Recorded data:
# # #

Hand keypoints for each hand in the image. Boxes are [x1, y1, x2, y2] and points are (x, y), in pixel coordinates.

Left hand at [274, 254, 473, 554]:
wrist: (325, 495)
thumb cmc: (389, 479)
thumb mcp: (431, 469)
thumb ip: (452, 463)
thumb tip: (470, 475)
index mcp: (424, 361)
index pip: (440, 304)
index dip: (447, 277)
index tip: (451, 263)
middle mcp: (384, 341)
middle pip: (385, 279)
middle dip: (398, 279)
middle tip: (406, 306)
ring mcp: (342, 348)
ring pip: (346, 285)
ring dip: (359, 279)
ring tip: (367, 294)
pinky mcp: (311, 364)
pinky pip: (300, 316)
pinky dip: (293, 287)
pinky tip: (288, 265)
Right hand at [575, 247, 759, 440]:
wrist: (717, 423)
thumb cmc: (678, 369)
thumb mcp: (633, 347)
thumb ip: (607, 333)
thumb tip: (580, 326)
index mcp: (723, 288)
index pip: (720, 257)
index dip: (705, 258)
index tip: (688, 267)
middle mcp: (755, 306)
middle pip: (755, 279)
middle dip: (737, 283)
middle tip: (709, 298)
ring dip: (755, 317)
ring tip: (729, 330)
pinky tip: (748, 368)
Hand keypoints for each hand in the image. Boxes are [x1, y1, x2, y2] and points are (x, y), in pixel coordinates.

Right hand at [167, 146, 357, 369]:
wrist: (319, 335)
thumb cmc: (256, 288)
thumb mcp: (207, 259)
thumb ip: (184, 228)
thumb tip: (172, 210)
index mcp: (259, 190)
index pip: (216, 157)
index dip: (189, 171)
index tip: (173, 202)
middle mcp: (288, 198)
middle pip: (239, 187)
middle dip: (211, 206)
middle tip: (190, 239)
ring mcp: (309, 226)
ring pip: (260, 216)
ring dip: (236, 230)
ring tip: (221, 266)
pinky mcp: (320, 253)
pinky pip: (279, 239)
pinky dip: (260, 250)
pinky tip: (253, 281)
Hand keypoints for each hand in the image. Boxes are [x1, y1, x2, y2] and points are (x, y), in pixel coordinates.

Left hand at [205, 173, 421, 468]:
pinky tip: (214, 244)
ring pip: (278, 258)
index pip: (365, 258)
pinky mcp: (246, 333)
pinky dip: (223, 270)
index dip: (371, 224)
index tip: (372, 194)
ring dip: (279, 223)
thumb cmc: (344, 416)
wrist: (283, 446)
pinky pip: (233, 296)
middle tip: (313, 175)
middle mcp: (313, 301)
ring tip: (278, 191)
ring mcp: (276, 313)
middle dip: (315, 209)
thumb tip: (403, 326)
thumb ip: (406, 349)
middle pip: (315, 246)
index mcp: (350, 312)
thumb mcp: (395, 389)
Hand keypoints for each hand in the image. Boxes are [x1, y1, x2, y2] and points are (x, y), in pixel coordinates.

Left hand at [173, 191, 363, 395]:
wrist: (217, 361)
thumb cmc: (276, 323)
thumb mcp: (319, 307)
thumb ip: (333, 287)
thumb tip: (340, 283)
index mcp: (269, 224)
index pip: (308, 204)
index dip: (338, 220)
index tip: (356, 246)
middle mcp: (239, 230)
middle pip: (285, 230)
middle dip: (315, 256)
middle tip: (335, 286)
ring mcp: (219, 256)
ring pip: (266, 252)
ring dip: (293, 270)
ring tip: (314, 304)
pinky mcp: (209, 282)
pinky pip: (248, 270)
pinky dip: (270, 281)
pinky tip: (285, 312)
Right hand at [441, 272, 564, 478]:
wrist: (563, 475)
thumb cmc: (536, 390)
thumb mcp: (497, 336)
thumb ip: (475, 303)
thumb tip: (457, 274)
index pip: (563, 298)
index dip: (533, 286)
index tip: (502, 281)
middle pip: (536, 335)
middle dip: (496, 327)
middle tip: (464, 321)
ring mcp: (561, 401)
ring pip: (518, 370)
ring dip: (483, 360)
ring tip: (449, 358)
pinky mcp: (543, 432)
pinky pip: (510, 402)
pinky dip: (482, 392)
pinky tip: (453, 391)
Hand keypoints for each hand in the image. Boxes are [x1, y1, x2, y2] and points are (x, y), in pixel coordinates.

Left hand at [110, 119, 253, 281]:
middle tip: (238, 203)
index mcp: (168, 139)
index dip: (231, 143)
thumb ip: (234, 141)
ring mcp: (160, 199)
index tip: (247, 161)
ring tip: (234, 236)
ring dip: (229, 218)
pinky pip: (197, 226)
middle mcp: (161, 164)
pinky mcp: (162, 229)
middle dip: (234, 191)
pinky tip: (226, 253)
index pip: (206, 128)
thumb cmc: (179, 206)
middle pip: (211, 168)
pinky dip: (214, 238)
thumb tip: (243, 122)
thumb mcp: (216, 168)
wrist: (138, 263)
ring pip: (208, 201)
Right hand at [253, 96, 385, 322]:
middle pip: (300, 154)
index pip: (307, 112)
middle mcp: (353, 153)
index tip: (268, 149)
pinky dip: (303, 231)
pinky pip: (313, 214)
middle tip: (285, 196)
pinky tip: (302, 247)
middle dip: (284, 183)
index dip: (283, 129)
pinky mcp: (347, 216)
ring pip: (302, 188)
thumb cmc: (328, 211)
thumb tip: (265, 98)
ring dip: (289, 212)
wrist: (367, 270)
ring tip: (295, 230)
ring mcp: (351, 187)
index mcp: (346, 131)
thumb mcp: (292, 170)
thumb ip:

# # #

_THE TASK_
Check each line above for the string "wrist" and copy every line that has it.

_WRITTEN REPLY_
wrist: (325, 495)
wrist: (717, 423)
wrist: (319, 335)
wrist: (283, 446)
wrist: (217, 361)
wrist: (563, 475)
wrist: (138, 263)
wrist: (367, 270)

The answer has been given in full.